Monkeys transcribe Hamlet with new brain-reading tech

Monkeys equipped with a brain implant, which reads their thoughts in order to move a cursor, have been able to transcribe passages from Hamlet or the New York Times at 12 words per minute. 

The technology, developed by Stanford University researchers, has been hailed as a major breakthrough for people suffering from severe paralysis such as physicist Stephen Hawking.

According to the team behind the invention, directly reading brain signals to interpret thoughts and drive a computer cursor would allow users to communicate faster than existing technologies allow. For example, the system developed for Hawking by Intel and SwiftKey relies on tracking the movement of facial muscles. Alternatively, eye movement tracking can be used but this doesn’t always work. For example in Hawking’s case, eye movement tracking didn’t work because of droopy eyelids.

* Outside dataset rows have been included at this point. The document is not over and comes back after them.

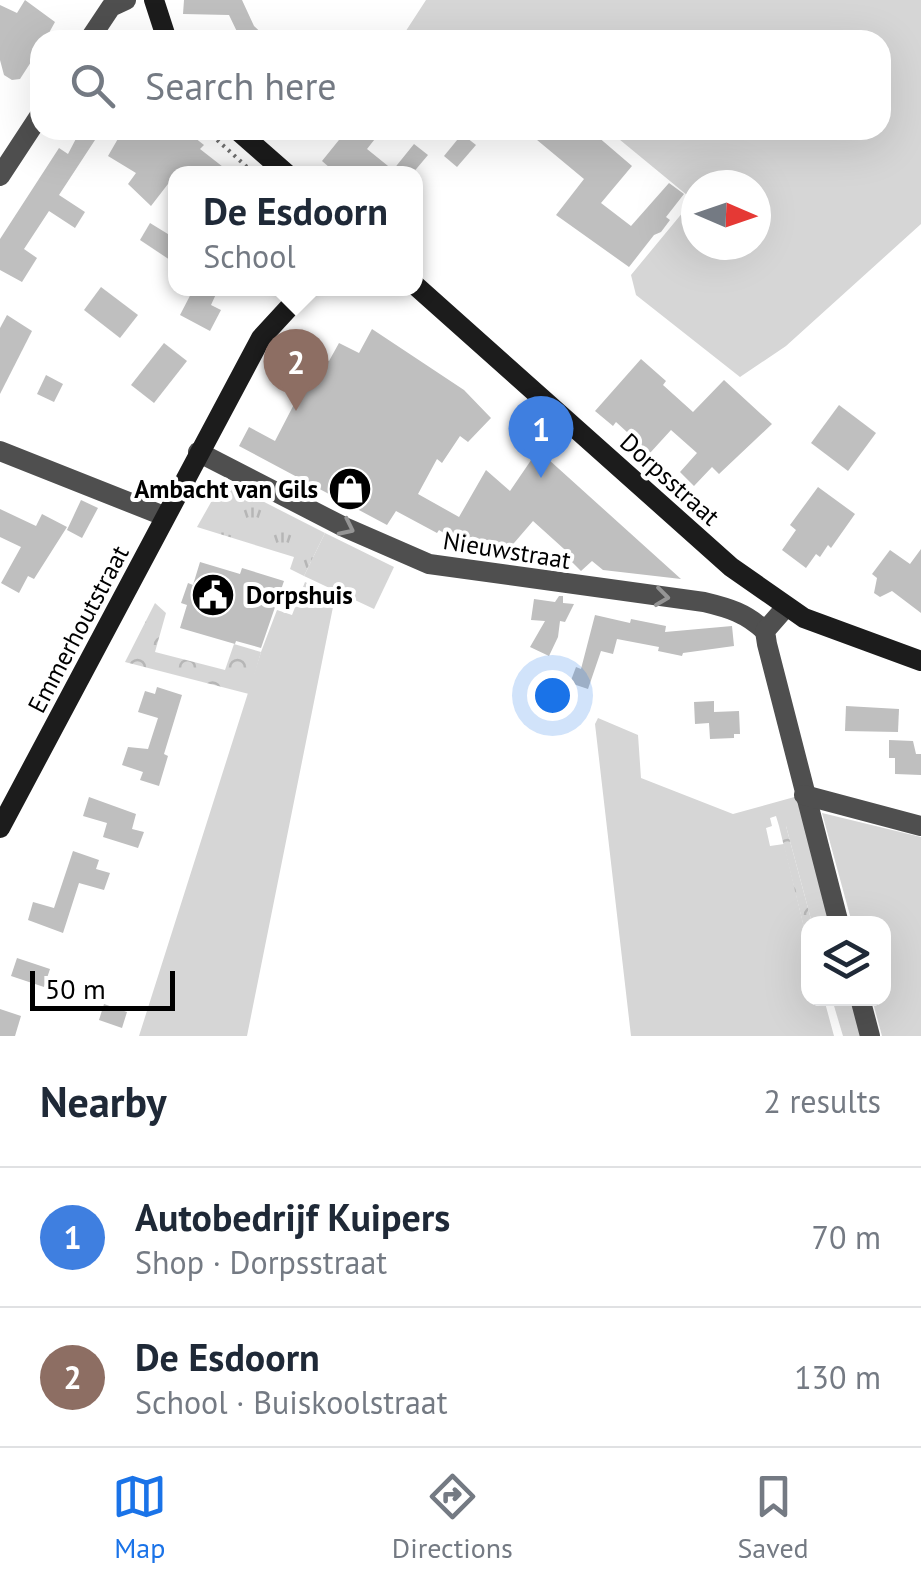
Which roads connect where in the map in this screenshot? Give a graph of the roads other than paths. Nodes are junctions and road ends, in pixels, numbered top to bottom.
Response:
1 (126, 0) edge
2 (154, 0) edge
3 (96, 30) edge
4 (164, 30) edge
5 (30, 130) edge
6 (248, 140) edge
7 (278, 166) edge
8 (0, 176) edge
9 (423, 292) edge
10 (300, 296) edge
11 (0, 451) edge
12 (198, 452) junction
13 (164, 516) junction
14 (786, 607) junction
15 (765, 630) junction
16 (921, 660) edge
17 (804, 795) junction
18 (921, 826) edge
19 (0, 828) edge
20 (838, 916) edge
21 (862, 1006) edge
22 (870, 1036) edge

1 - 3 street
2 - 4 main road
5 - 8 street
6 - 7 main road
9 - 14 main road, Dorpsstraat
10 - 12 main road, Emmerhoutstraat
11 - 13 street
12 - 13 main road, Emmerhoutstraat
12 -> 15 street, Nieuwstraat
13 - 19 main road, Emmerhoutstraat
14 - 15 street
14 - 16 main road, Dorpsstraat
15 - 17 street
17 - 18 street
17 - 20 street
21 - 22 street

"Our results demonstrate that this interface may have great promise for use in people," said Paul Nuyujukian, postdoctoral fellow at Stanford, who developed the system together with professor of electrical engineering Krishna Shenoy. "It enables a typing rate sufficient for a meaningful conversation."

Surprisingly though, the researchers estimate humans will be typing more slowly using the technology than the monkeys involved in the experiment. While the monkeys were just transcribing given passages, humans will be slowed down by thinking about what they actually want to communicate and will also think about how to spell words correctly.

"What we cannot quantify is the cognitive load of figuring out what words you are trying to say," Nuyujukian said.

The technology could be further improved if combined with auto completion technologies, such as those employed in modern smart phones, to improve typing speed.

The experimental monkeys had multi-electrode arrays implanted into their brains already four years ago as the researchers have been testing multiple iterations of the technology over the years. The electrodes, located in the area of the brain that directs hand movements, have thus already proved they can operate over a longer period of time without deteriorating. The researchers said they hadn’t observed any adverse health effects in the animals.

"The interface we tested is exactly what a human would use," Nuyujukian said. "What we had never quantified before was the typing rate that could be achieved."

Over the years, the researchers have been fine-tuning high-performing algorithms responsible for translating the brain signals into the movements of the cursor.

Earlier versions of the technology have already been tested successfully in people with paralysis, but the typing was slow and imprecise.

The results of the study were published in the latest issue of the journal the Proceedings of the IEEE.